Letter to Site Publishers
This letter is to inform you that in Spring 2005, the Office of Web Systems Development will implement and deploy a campus-wide look for the university. This means that the university web site will have a consistent, uniformed look rather than a variety of looks, as in the past. Under this change, the appearance will become the sole responsibility of the CSU Web Systems Development Office. Studies have found that users are comfortable with sites that have a consistent look, that it provides easy navigation, a sense of stability, and that they can get needed information quickly and move on. They are not looking for a site that reflects campus politics or lack of unity. Currently, many publishers are not using the CSU Global navigation with the CSU word mark on their sites, and some are using the Official Seal. Moreover, as we change over to a uniformed product site, the Office of Web Systems Development will remove all Front Page extensions from the server.
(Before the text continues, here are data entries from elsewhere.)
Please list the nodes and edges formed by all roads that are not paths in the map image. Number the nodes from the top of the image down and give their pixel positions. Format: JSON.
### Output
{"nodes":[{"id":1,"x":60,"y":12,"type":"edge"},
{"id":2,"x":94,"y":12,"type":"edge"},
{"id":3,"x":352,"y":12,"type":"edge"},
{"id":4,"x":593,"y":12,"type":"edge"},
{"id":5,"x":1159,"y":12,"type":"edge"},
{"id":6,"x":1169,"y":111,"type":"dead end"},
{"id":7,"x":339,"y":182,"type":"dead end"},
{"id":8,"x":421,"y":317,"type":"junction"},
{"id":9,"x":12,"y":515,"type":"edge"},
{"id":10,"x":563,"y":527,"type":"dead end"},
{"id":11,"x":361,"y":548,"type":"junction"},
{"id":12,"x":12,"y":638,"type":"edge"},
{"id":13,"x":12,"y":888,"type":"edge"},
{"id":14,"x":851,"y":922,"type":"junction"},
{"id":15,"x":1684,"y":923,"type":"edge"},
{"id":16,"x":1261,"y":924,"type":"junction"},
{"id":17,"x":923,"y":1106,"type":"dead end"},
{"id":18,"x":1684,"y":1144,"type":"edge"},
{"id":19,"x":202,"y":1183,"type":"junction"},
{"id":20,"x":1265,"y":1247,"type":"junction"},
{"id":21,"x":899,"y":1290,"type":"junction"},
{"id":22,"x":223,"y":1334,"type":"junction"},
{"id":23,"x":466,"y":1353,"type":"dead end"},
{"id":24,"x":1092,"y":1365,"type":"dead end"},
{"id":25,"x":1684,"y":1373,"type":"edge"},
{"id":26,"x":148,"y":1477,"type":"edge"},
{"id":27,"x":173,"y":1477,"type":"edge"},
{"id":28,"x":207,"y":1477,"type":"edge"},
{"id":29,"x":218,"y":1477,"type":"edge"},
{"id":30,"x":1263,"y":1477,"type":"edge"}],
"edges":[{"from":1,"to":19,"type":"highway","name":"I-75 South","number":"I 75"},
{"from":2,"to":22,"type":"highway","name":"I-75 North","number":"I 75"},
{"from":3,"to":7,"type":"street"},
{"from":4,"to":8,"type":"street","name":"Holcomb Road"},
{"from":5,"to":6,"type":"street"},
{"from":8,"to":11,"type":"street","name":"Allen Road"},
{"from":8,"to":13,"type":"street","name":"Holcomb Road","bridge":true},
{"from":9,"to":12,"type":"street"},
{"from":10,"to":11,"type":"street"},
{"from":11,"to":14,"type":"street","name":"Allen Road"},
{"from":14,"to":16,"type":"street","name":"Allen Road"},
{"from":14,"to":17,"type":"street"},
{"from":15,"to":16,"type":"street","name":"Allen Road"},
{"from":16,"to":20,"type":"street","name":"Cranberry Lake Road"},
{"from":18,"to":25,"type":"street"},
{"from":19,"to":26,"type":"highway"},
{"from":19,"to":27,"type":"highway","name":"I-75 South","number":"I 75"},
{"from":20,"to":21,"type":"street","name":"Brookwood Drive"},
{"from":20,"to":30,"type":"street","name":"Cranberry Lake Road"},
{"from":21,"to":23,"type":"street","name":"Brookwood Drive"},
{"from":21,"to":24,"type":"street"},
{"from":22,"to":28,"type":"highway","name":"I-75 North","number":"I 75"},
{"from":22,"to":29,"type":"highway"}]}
In the past, the use of several products has made it impossible to make the site manageable. We will be using the Macromedia Web Publishing Content Management System (CMS) for development. Our site content publishers/editors will be using Macromedia Contribute to update and publish their content.
Why a Content Management System (CMS)?
- It empowers non-technical users to post and update content
- There is no learning curve
- Updates across the web site
- Workflow approval process
- Uniform look across the whole web site
- The web team can spend more time on high-level development projects
Benefits
- Site visitors, students, faculty and staff can navigate with comfort and ease
- A presence and branding that gives CSU an appearance of unity, stability and establishment
- A consistent look and feel across the web site by the use of templates provided by the Office of Web Systems Development
Present Concerns
The web systems office is receiving too many customer service calls or complaints for the following reasons:
- Site publishers are changing file names and removing pages. This breaks links to pages on the CSU web site.
- Site publishers are not making their sites accessible to those with disabilities
- Copyright infringements and/or not adhering to Web Office standards
- PDF files are being used in place of html pages
- Lengthy text on web pages and outdated information
- Site publishers not backing up their own content (Remember, not only is site editing your responsibility once you are issued a username and password, so is the responsibility of backing up your site content and making sure that it is accessible to those with disabilities.)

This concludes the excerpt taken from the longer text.